En 1949, son second mariage se termine par un nouveau divorce. Au printemps 1950, il s'embarque pour la France avec Hazel Kingsbury qu’il épouse en troisième noces en 1951, photographe employée par la Croix-Rouge qui parcoure les zones de combats en Europe et en Extrême-Orient. Le couple parcoure la France de long en large à la recherche d'un village idéal, sans jamais le trouver, Strand en profite pour effectuer de nombreuses photographies qu'il regroupe et publie en 1952, sous le titre « La France de profil ». Lors du festival du film de Pérouse en Italie, il rencontre le scénariste et écrivain Cesare Zavattini avec qui il évoque son projet d'un portrait global d’un village.
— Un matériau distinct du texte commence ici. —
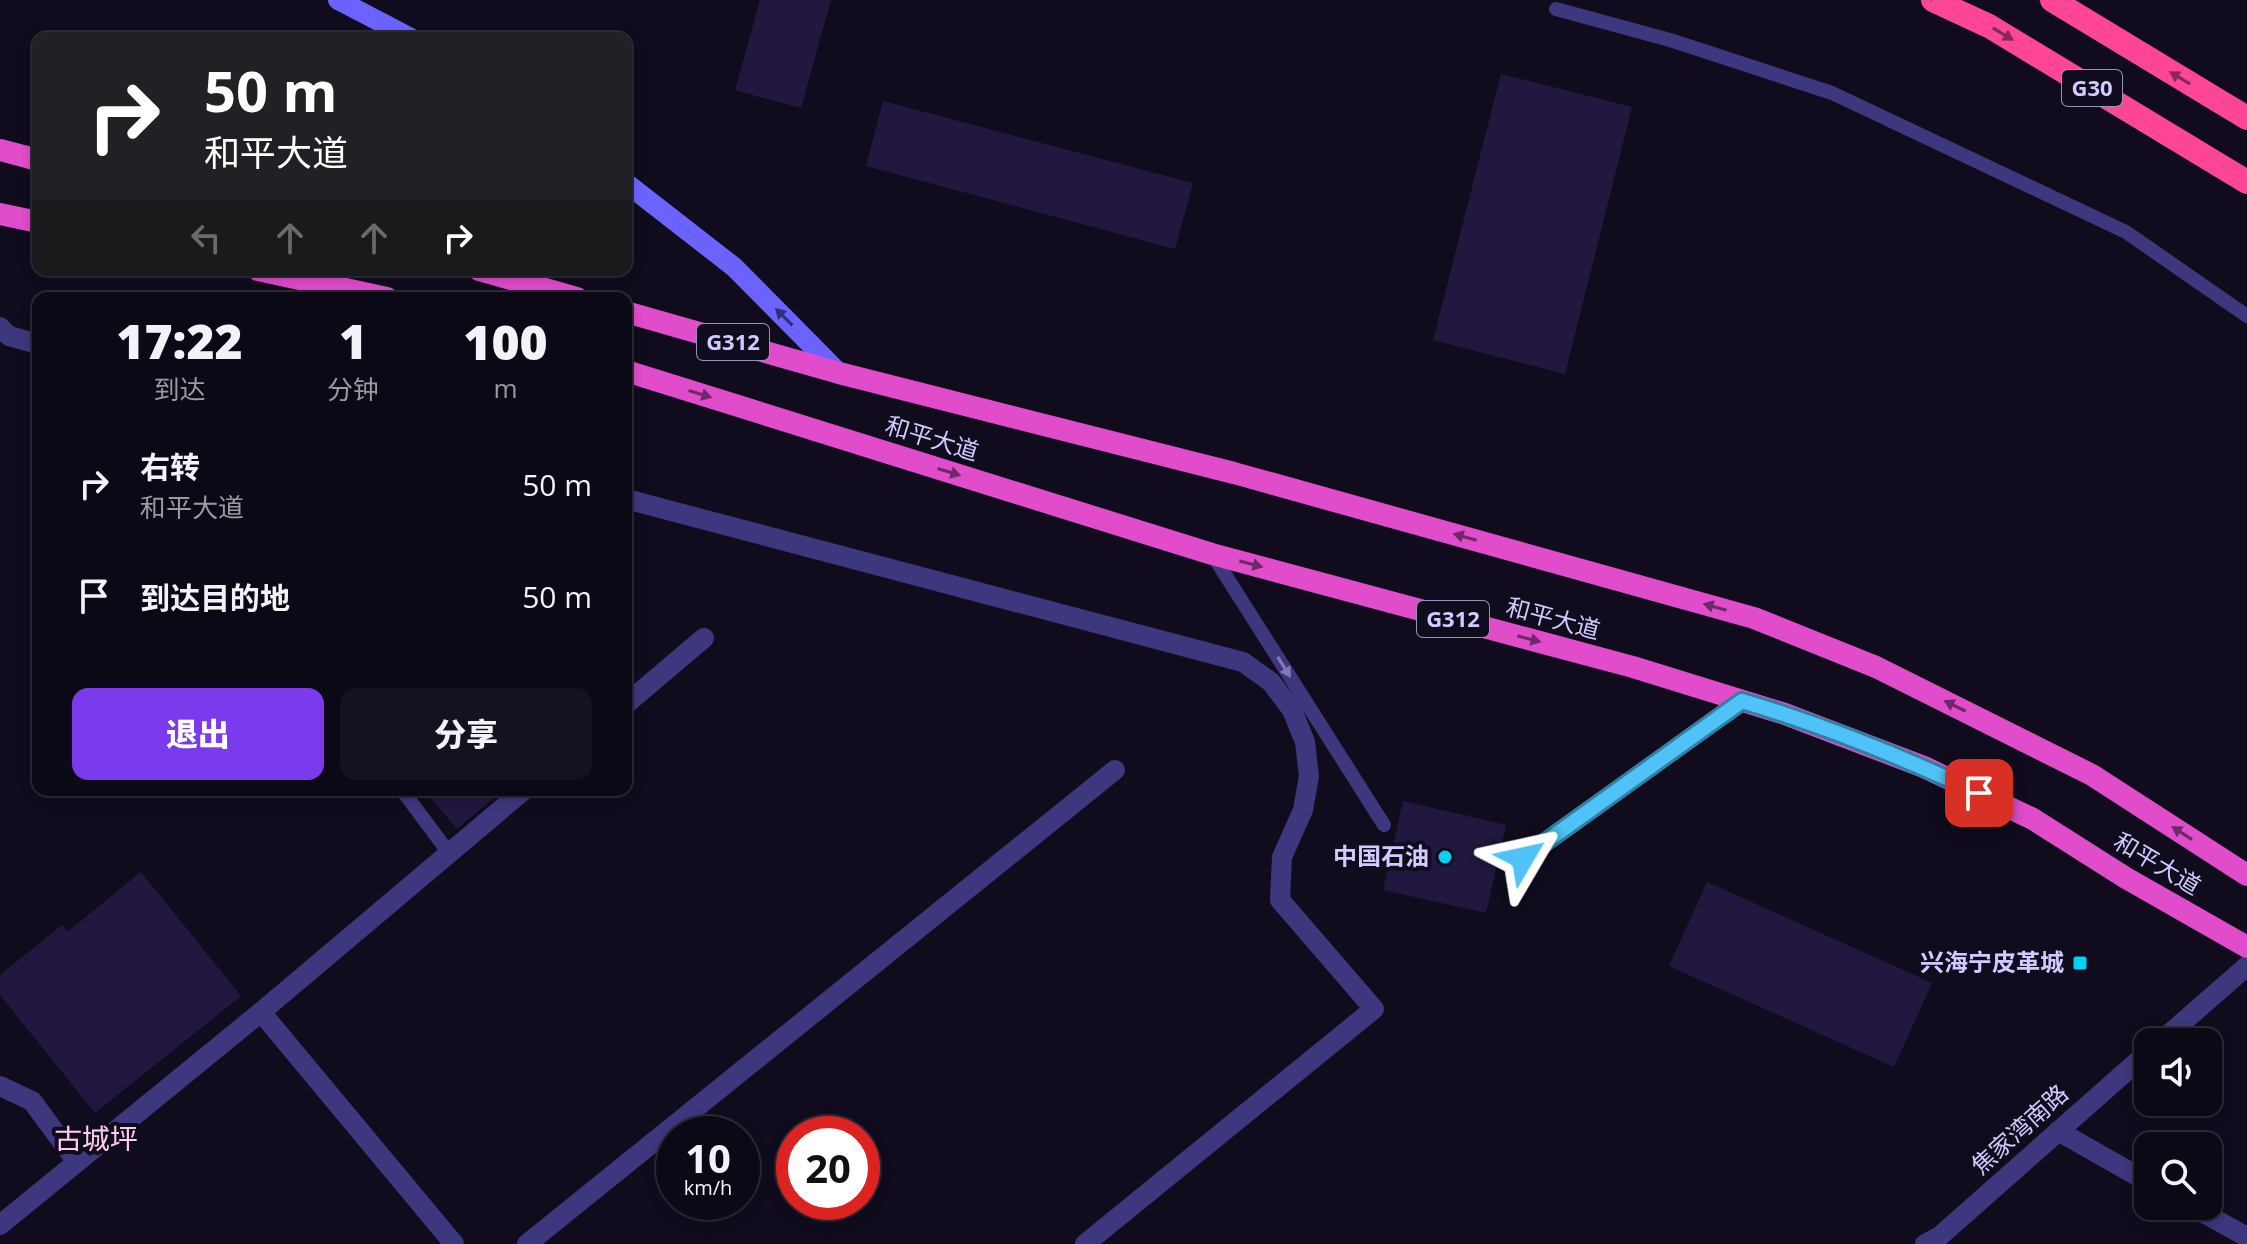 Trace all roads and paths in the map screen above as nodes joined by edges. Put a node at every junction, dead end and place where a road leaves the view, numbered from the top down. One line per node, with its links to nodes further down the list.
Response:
1 (338, 0): 5 (main road)
2 (1933, 0): 9 (highway, G30, one-way to 9)
3 (2052, 0): 6 (highway, G30, one-way to 3)
4 (1556, 9): 18 (lane)
5 (399, 32)
6 (2247, 118)
7 (0, 150): 8 (highway)
8 (32, 158)
9 (2247, 182)
10 (632, 188): 22 (main road, one-way to 10)
11 (0, 214): 12 (highway)
12 (32, 221)
13 (286, 276): 15 (highway)
14 (500, 276): 16 (highway)
15 (359, 292)
16 (556, 292)
17 (632, 314): 22 (highway, 和平大道 / G312)
18 (2247, 316)
19 (0, 327): 20 (street)
20 (32, 342)
21 (632, 373): 24 (highway, 和平大道 / G312, one-way to 24)
22 (839, 373): 34 (highway, 和平大道 / G312, one-way to 22)
23 (632, 501): 49 (street)
24 (1212, 554): 27 (highway, 和平大道 / G312, one-way to 27); 31 (lane, one-way to 31)
25 (704, 638): 26 (street)
26 (632, 699)
27 (1742, 701): 33 (lane); 35 (highway, 和平大道 / G312)
28 (1115, 770): 48 (street)
29 (406, 796): 32 (lane)
30 (517, 796): 32 (street)
31 (1384, 825)
32 (449, 853): 37 (street)
33 (1523, 858)
34 (2247, 875)
35 (2247, 947)
36 (2247, 966): 38 (street)
37 (261, 1012): 42 (street); 47 (street)
38 (2176, 1028)
39 (2134, 1064): 41 (street, 焦家湾南路)
40 (0, 1086): 42 (street)
41 (2058, 1131): 43 (street); 50 (street, 焦家湾南路)
42 (77, 1162): 45 (street)
43 (2134, 1174)
44 (2216, 1220): 46 (street)
45 (0, 1225)
46 (2247, 1237)
47 (454, 1244)
48 (527, 1244)
49 (1085, 1244)
50 (1925, 1244)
Trois ans plus tard, Zavattini se fait son guide et lui fait connaître son village natal, Luzzara, sur le Pô, où Paul Strand réalise enfin son vieux rêve, avec un nouvel ouvrage à la clef, « Un Paese » publié en 1955.
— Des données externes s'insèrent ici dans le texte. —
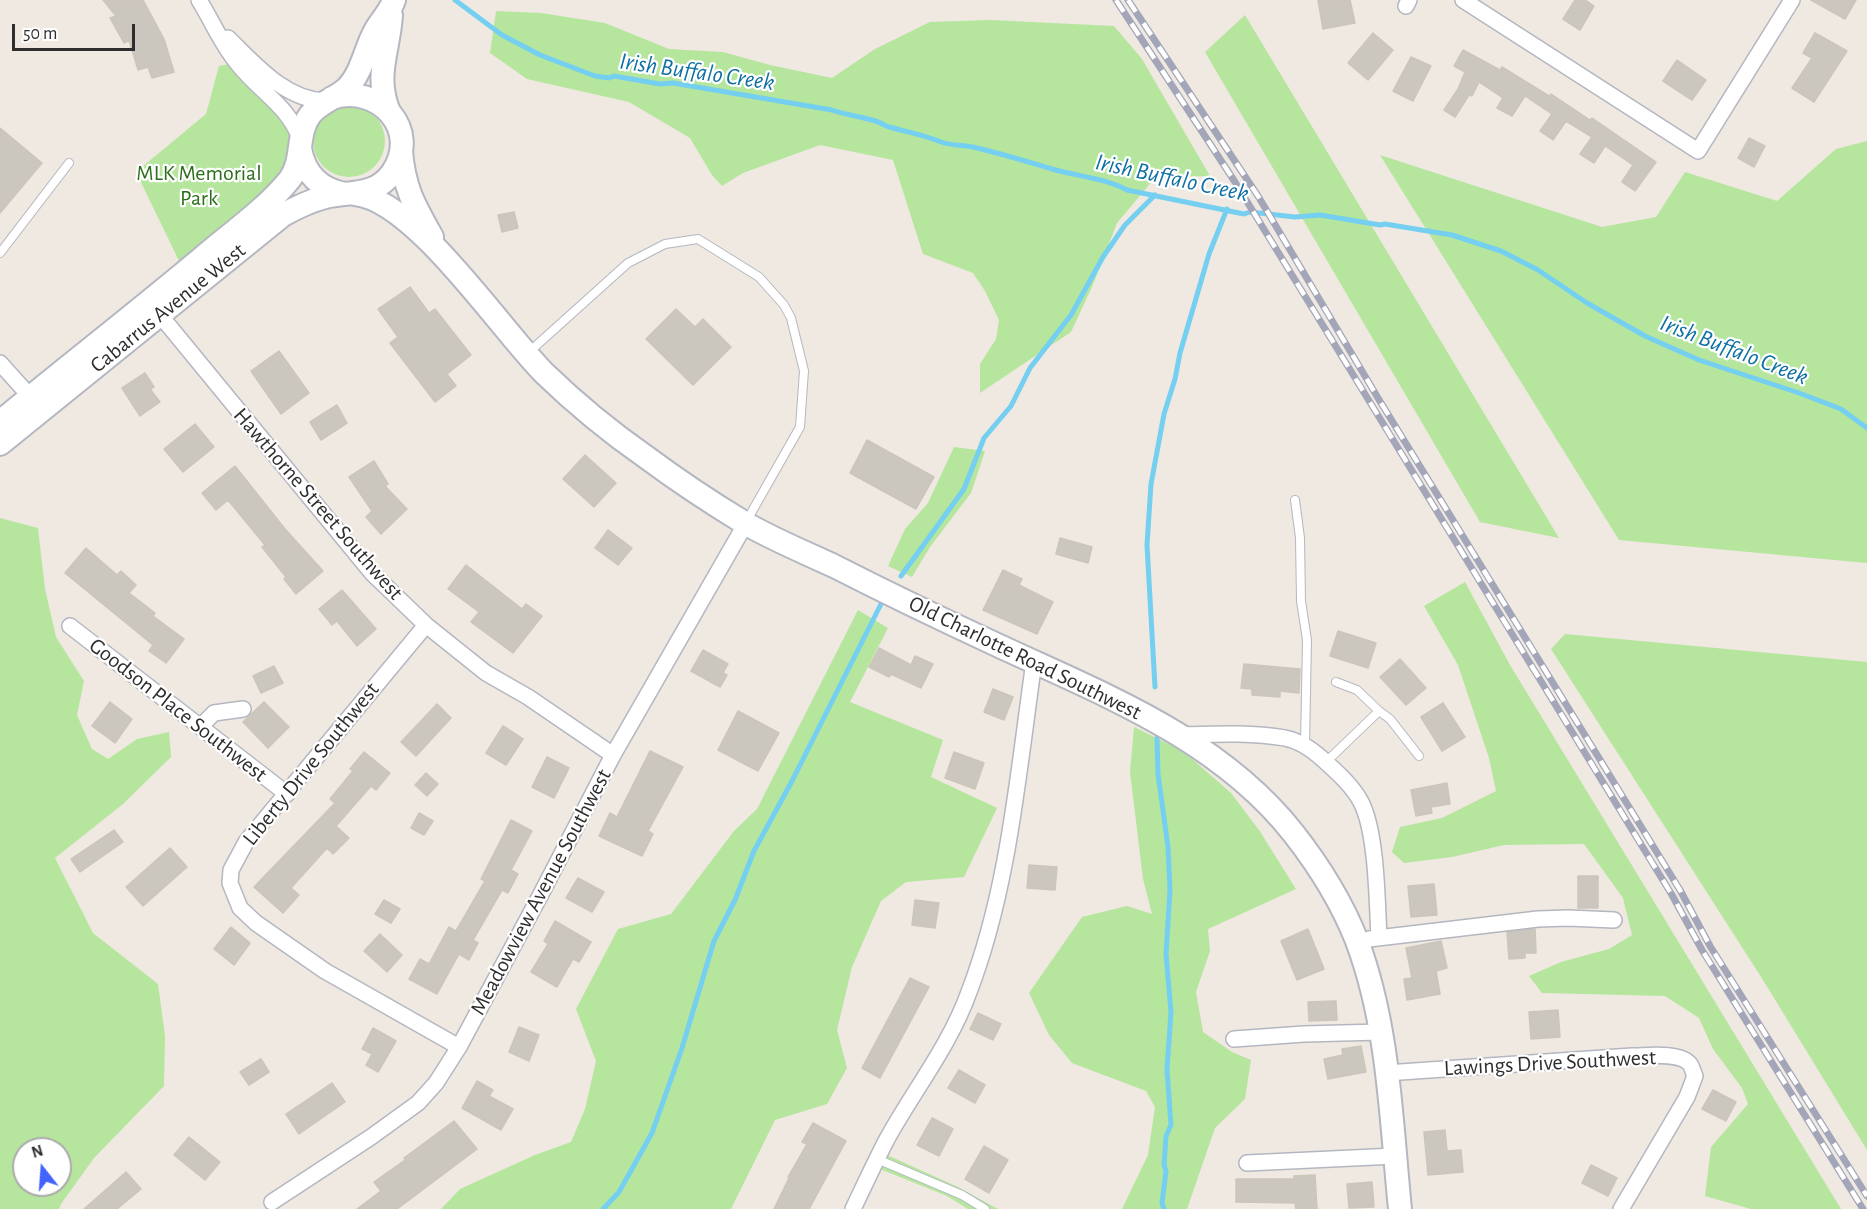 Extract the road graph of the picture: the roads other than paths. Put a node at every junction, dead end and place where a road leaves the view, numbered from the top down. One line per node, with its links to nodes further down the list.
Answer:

En 1965, en signe de protestation contre la Guerre du Vietnam, il refuse publiquement par une lettre publiée dans le Times, une invitation à un déjeuner à la Maison Blanche, à l’occasion d’un festival des arts,
En 1973, après plus de vingt ans d’absence, il retourne dans son pays, pour un séjour de deux ans, à l’occasion d’une grande rétrospective qui lui est consacrée par le « Metropolitan Museum » of Art de New York. Il retourne en France, continue à travailler, réalise des images en gros plans dans son jardin et prépare deux ouvrages « On my Doorstep » et « The Garde » qui paraissent à titre posthume.
En 1976, au cour de sa dernière année, il est de plus en plus malade, accepte l’assistance d’un jeune laborantin, Richard Benson. La plupart du temps alité, il porte en permanence sur sa robe de chambre, la rosette de Commandeur de l’Ordre des Arts et Lettres qui lui a été récemment attribué, honneur rarement conféré à un photographe, avec encore quelques forces, il parvient à approuver, à la fin mars 1976, ses derniers tirages. Sans rien dire à ses proches, il cesse de boire et de s’alimenter et meurt paisiblement quelques jours plus tard dans sa maison d’Orgeval près de Paris.
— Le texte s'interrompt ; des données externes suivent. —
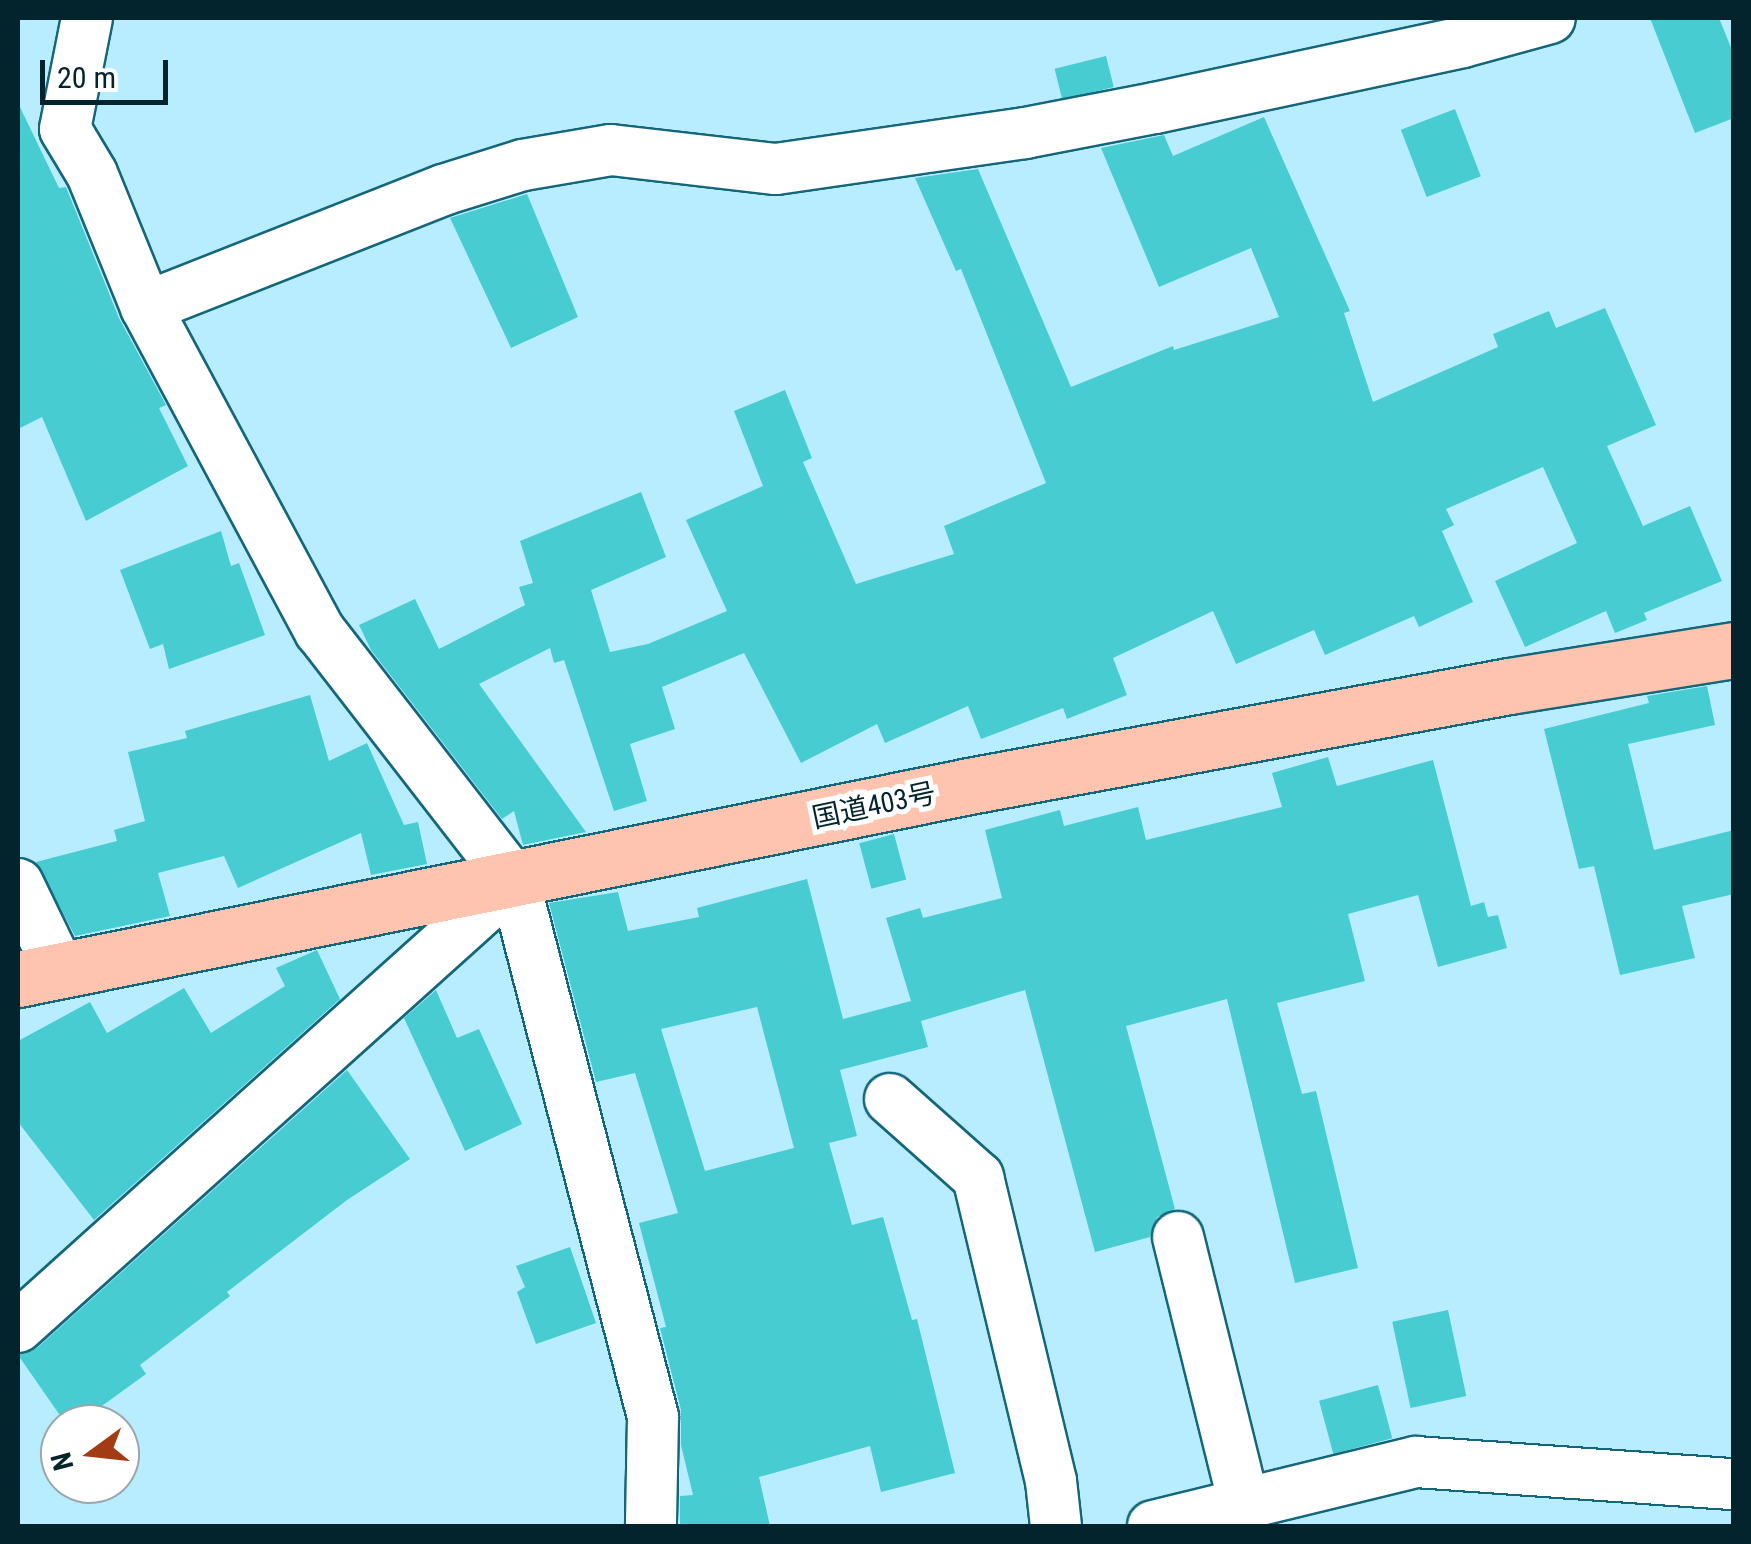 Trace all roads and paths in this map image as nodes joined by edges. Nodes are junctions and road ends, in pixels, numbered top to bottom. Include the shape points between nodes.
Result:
1 (87, 18) edge
2 (1550, 18) edge
3 (146, 307) junction
4 (1734, 650) edge
5 (514, 882) junction
6 (18, 884) edge
7 (38, 974) edge
8 (890, 1099) dead end
9 (1178, 1237) dead end
10 (18, 1327) edge
11 (1734, 1484) edge
12 (1244, 1504) junction
13 (650, 1526) edge
14 (1056, 1526) edge
15 (1153, 1526) edge

1 - 3 street via 65,129 92,174
2 - 3 street via 1155,108 776,169 611,150 524,165 443,190
3 - 5 street via 320,630
4 - 5 highway, 国道403号 via 969,786
5 - 7 highway, 国道403号
5 - 10 street
5 - 13 street via 653,1416
6 - 7 street
8 - 14 street via 978,1177
9 - 12 street
11 - 12 street via 1416,1462
12 - 15 street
Toute sa vie et sa carrière témoignent de la profondeur de ses convictions en tant qu’artiste et en tant qu’homme, qui l’amène à s’exiler en France pour fuir le maccarthysme. Photographe de la réalité immédiate, son œuvre continue d’irradier par sa perfection formelle, ses recherches, sa façon de rendre vivants et vibrants les détails, de magnifier la terre et la vie, maître incontesté, c’est grâce à lui que Walker Evans est devenu photographe en découvrant le portrait de la femme aveugle, « Blind » de 1916.
« Dites ce que vous avez à dire et faites que cela tienne dans un espace rectangulaire. » Paul Strand
Strand avec Edward Weston font basculer la photographie dans l’ère moderne, en faisant tomber dans les oubliettes le mouvement pictorialiste. Il laisse tout au long de sa légende, d'innombrables clichés, sa signature est l’intensité qui en émane. Il est un partisan absolu de la « Straight photography », une photographie pure et directe, sans apprêt, rude, non idéalisée.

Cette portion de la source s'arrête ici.